Federal Reserve Chairwoman Janet L. Yellen, saying the U.S. economy has come a long way since the Great Recession, gave clear signals Wednesday that the central bank was likely to raise interest rates this month.

In a highly anticipated speech in Washington, Yellen said the Fed had made good progress in meeting its two objectives, maximizing employment and controlling inflation. Her remarks reinforced widespread expectations that policymakers would announce their first rate hike in nearly a decade at the end of their two-day meeting Dec. 15-16.

She cautioned, however, that there were still more economic data to be released before the Fed’s next meeting, most importantly the November jobs report this Friday. Analysts are expecting another month of solid job gains, near this year’s average of 200,000, and the jobless rate to remain at 5%, which many consider to be close to full employment.

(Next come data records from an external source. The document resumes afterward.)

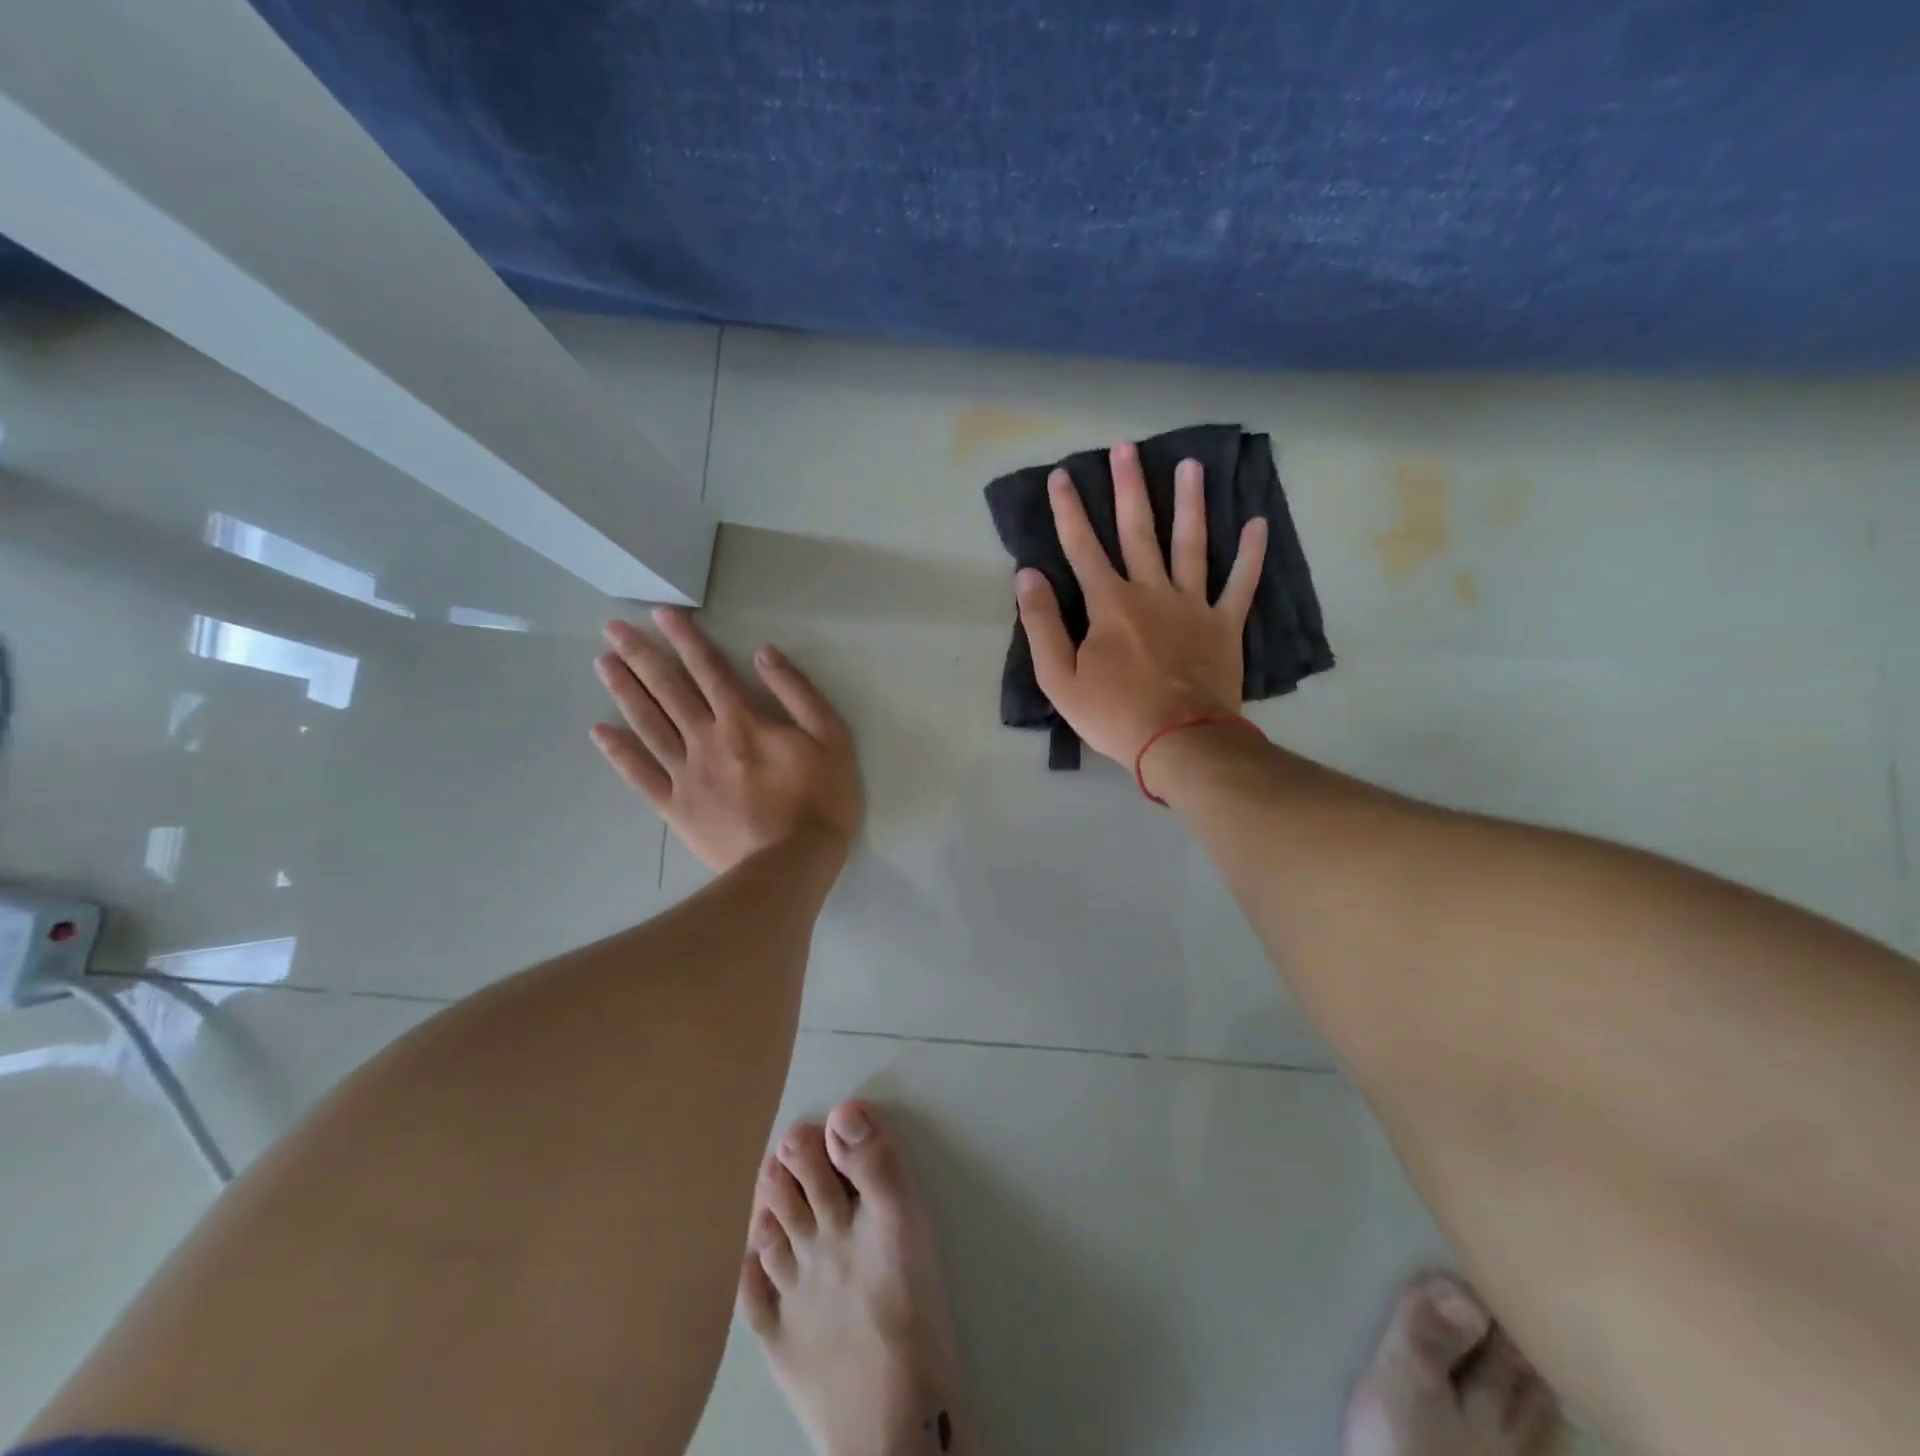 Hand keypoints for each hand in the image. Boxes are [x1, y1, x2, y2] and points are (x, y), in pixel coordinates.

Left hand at [591, 609, 860, 871]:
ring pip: (649, 724)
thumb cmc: (820, 798)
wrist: (792, 864)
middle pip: (669, 690)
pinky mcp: (676, 808)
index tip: (660, 614)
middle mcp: (706, 739)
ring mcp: (686, 774)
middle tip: (612, 629)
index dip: (685, 638)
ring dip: (625, 691)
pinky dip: (619, 752)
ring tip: (603, 664)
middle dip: (641, 655)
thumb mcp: (831, 737)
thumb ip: (798, 692)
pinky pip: (641, 775)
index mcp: (743, 721)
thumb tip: (763, 654)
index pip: (709, 669)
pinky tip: (600, 731)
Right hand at [1016, 441, 1266, 767]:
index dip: (1068, 510)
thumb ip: (1041, 624)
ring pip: (1191, 543)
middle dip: (1129, 487)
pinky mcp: (1224, 625)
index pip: (1082, 546)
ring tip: (1191, 464)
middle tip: (1126, 447)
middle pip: (1138, 530)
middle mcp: (1151, 591)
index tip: (1060, 475)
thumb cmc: (1113, 714)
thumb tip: (1028, 575)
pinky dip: (1251, 554)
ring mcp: (1193, 605)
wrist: (1179, 741)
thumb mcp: (1058, 678)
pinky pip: (1241, 583)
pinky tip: (1258, 523)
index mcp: (1109, 603)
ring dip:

A report Wednesday by the payroll firm Automatic Data Processing buttressed that forecast as its survey found that private sector employers had accelerated their hiring last month, adding 217,000 net new jobs. Separately, the Fed’s so-called beige book, an anecdotal report of economic activity nationwide, said that nine of the Fed’s 12 regional banks reported modest or moderate growth from early October through mid-November.

That is consistent with the “moderate pace” of economic growth that Yellen projected Wednesday for the foreseeable future. She said that should be enough to generate further gains in the job market and lift what has been an unusually low inflation rate over the last three years to the Fed’s 2% target.

“On balance, economic and financial information received since our October meeting has been consistent with our expectations of continued improvement in the labor market,” Yellen said at the Economic Club of Washington. “Continuing improvement in the labor market helps strengthen confidence that inflation will move back to our 2% objective over the medium term.”